I also checked out construction details while inside the Maxim, thanks to numerous hatches in the sole. The theme is both contemporary and solidly mainstream. The bottom's solid glass, hull sides and decks are cored with Airex foam, and there's a polyurethane-foam-filled fiberglass grid of floors and longitudinals strengthening the hull. Stitched multidirectional fabrics and General-Purpose polyester resins are employed in the conventional laminates, although the gelcoat is high-grade isophthalic. The hull-to-deck joint is provisionally accomplished with rivets, then fiberglassed from inside, and the firewalls on either end of the engine room, as well as the collision bulkhead forward, offer watertight integrity.
I found the engine room to be a bit cramped, incidentally, although the Maxim is little different than most performance cruisers in this area. While access to the machinery spaces is easy enough, via an on-deck hatch in way of the U-shape cockpit lounge as well as a stainless steel ladder, the close juxtaposition of the engines, a muscleboat practice that boosts high-speed efficiency with props that crowd the centerline, leaves little more than shoulder room between the engines. The electrical system, on the other hand, was impressive, with color-coded and numbered wires in loomed runs laid out with geometric precision.

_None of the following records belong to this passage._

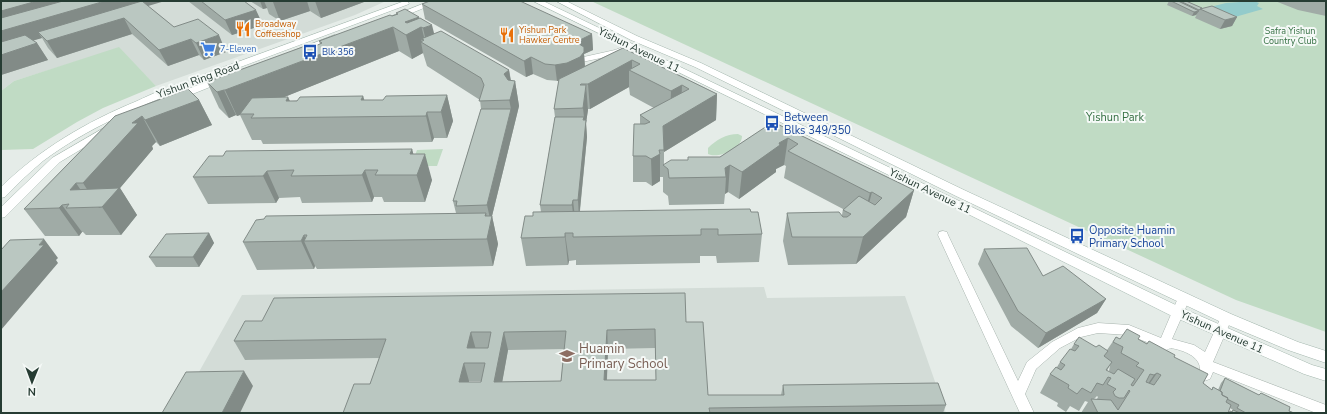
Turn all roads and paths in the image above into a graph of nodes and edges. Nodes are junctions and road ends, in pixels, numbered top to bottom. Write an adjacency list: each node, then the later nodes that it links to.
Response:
1 (413, 1): 9 (street, Yishun Ring Road)
2 (437, 1): 10 (street, Yishun Ring Road)
3 (560, 1): 6 (street, Yishun Avenue 11)
4 (539, 2): 5 (street, Yishun Avenue 11)
5 (610, 36): 6 (street, Yishun Avenue 11); 7 (lane)
6 (632, 42): 7 (lane); 12 (street, Yishun Avenue 11); 13 (street, Yishun Avenue 11)
7 (601, 56): 8 (lane)
8 (582, 60)
9 (1, 194)
10 (1, 214)
11 (943, 235): 20 (lane)
12 (1184, 298): 13 (lane); 14 (street, Yishun Avenue 11)
13 (1177, 312): 15 (street, Yishun Avenue 11); 16 (lane)
14 (1226, 318): 15 (lane); 17 (street, Yishun Avenue 11)
15 (1220, 332): 18 (lane); 19 (street, Yishun Avenue 11)
16 (1164, 344): 18 (lane); 18 (lane); 20 (lane)
17 (1326, 357)
18 (1206, 364): 21 (lane)
19 (1326, 375)
20 (1018, 395): 22 (lane)
21 (1326, 412)
22 (1027, 413)

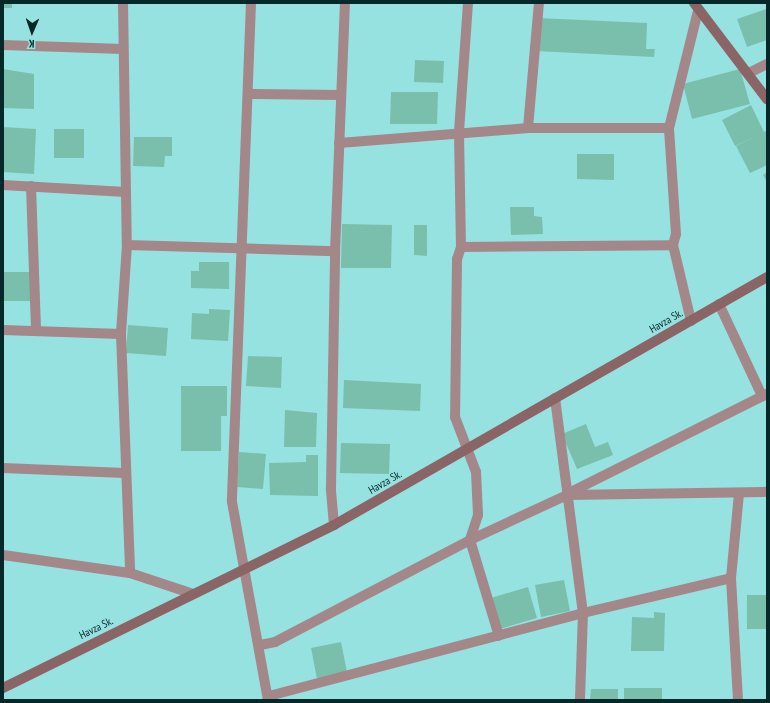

I concluded my test with a tour of the Maxim's topsides, noting good stuff like the lofty radar arch, which is elevated to keep electromagnetic radiation well above the head of the helmsman, and some not-so-good stuff, like the optional Besenzoni electro-hydraulic passerelle that zooms straight back from an enclosure at the stern. Passerelles stateside are pretty useless in my opinion, except perhaps as cranes. Such minor complaints, however, are no match for the kind of speed and handling performance the Italians are getting from the Maxim 55 and the driving experiences the boat engenders. Indeed, if you want to go fast in a big, muscular way, Sarnico has a deal for you.